We have just found out that a huge landfill site is planned for the open area behind our houses . There is a meeting later today where we hope to find out more details.

Has anyone had any experience of living near one of these sites in Spain? Do they have the same regulations as in UK?

Anyone have any suggestions what questions we should be asking at the meeting?


----------



## Pesky Wesky (May 10, 2009)

Off the top of my head...
Extension of site
Infrastructure ie roads, crushers, storage areas, car/ lorry parks.
Noise level
Timetables of construction
Timetables of work on site when finished (I mean are there going to be lorries chugging around at 5 o' clock in the morning...)
House devaluation??
But no, I don't have any experience of this kind of thing. 
Is it a done deal or can you still fight the plan if you want?


----------



## jimenato (Nov 21, 2009)

DunWorkin said:


> We have just found out that a huge landfill site is planned for the open area behind our houses . There is a meeting later today where we hope to find out more details.
> 
> Has anyone had any experience of living near one of these sites in Spain? Do they have the same regulations as in UK?
> 
> Anyone have any suggestions what questions we should be asking at the meeting?


I have used a huge one near Los Barrios - Cadiz, it must cover several square kilometres. It is more than a kilometre from the nearest dwelling and seems very efficiently run. It generates large amounts of heavy traffic but on main roads/uninhabited country lanes.

Aside from the points raised by Pesky I would be very concerned about the types of materials being tipped and, if it is common basura (foodstuffs etc), the proximity to houses because of the unbelievable smell. 

To be honest if it is like the one I know, it probably won't affect anyone adversely but I would dread to think what it would be like if that smell reached my house. 

How about arranging a sit visit to one? We are a long way from you but there must be one nearer. It would give you some idea of what you are dealing with...


----------



## DunWorkin (Sep 2, 2010)

Thank you for your replies.

The plans are to extend an existing site. Residents near the existing site have complained about the smell - especially in summer. If this goes ahead it will be much nearer houses than the existing part. It could be just a couple of hundred yards away 

We are near the beach. That could also be affected by smells.

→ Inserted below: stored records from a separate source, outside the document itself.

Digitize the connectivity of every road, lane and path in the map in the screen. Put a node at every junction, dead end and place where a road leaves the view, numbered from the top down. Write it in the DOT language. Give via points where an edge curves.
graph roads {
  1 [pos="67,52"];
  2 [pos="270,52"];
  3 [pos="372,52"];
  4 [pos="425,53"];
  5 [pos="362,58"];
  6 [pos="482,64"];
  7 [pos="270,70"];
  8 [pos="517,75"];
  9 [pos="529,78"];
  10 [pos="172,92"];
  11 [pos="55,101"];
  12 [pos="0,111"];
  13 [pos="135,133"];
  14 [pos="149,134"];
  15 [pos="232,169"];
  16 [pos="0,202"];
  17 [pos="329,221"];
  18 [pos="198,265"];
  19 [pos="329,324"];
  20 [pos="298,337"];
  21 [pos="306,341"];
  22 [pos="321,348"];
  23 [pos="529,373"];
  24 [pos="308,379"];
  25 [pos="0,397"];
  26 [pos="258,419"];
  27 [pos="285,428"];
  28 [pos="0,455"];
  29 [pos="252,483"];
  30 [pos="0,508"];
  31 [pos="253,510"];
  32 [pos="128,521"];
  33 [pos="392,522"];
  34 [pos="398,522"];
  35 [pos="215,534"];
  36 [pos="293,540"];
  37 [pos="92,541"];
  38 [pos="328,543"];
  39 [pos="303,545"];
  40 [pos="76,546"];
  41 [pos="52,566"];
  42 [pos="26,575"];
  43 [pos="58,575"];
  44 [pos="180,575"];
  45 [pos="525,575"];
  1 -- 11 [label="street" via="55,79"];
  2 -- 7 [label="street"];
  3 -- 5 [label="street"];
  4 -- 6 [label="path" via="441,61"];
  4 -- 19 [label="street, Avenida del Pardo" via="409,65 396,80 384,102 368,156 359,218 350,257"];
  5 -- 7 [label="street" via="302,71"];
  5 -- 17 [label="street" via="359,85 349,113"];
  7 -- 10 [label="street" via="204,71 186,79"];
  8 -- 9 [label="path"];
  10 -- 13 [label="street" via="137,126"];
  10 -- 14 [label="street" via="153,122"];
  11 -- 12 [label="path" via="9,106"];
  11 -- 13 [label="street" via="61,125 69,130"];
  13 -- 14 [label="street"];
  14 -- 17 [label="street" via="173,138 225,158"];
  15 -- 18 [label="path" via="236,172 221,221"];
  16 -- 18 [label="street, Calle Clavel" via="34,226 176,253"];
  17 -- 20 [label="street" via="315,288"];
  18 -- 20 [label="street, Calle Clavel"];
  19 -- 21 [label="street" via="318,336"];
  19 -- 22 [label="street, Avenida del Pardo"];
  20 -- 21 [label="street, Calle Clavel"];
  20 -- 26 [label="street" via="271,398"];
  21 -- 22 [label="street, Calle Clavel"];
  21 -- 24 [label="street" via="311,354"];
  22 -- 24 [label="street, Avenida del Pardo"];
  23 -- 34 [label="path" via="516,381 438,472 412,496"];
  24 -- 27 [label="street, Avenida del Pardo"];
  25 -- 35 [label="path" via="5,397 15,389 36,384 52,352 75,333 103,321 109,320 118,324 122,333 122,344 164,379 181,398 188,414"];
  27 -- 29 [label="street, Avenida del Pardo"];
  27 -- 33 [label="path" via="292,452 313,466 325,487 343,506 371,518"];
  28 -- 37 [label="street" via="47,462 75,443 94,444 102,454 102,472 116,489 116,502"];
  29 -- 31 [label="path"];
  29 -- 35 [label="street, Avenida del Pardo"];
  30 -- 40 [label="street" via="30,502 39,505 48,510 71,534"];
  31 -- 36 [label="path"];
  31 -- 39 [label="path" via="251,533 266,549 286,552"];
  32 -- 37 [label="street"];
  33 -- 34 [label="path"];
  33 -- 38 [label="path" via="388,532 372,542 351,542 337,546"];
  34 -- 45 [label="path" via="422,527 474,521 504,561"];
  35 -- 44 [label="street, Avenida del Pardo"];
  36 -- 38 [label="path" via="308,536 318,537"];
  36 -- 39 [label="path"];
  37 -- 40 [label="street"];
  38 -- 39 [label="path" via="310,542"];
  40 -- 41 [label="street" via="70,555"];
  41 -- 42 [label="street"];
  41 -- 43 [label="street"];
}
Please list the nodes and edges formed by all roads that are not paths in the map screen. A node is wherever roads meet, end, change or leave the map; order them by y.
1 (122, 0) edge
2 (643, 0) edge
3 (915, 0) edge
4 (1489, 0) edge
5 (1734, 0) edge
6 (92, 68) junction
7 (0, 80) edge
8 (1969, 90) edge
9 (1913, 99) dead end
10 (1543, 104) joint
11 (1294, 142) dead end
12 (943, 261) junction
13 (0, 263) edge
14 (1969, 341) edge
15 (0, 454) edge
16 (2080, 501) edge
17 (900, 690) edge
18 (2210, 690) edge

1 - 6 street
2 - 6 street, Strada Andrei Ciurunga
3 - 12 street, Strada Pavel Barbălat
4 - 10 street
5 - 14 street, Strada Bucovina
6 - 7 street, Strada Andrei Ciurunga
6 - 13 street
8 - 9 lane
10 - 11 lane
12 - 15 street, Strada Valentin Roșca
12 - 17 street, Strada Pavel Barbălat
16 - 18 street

Another concern is that the proposed area is on high ground. I hate to think what will happen when we get heavy rainfall 

We are currently trying to sell our house - without a great deal of success. If this goes ahead it will make the sale just about impossible.

We hope to get more information later today.


----------



## Alcalaina (Aug 6, 2010)

jimenato said:


> I have used a huge one near Los Barrios - Cadiz, it must cover several square kilometres. It is more than a kilometre from the nearest dwelling and seems very efficiently run. It generates large amounts of heavy traffic but on main roads/uninhabited country lanes.


My birdwatcher friends go there because it's apparently a popular snack bar for passing vultures.


----------



## Pesky Wesky (May 10, 2009)

jimenato said:


> I would be very concerned about the types of materials being tipped and, if it is common basura (foodstuffs etc), the proximity to houses because of the unbelievable smell.


Good point, what will be dumped there, now and in the future?




> Dunworkin'
> Residents near the existing site have complained about the smell - especially in summer. If this goes ahead it will be much nearer houses than the existing part. It could be just a couple of hundred yards away
> 
> We are near the beach. That could also be affected by smells.
> ...


That doesn't sound good, near the houses, near the beach and on high ground!!??

PS Any compensation paid possibly??


----------



## jimenato (Nov 21, 2009)

Alcalaina said:


> My birdwatcher friends go there because it's apparently a popular snack bar for passing vultures.


Yes you can get quite close to them - ugly bustards they are too.


----------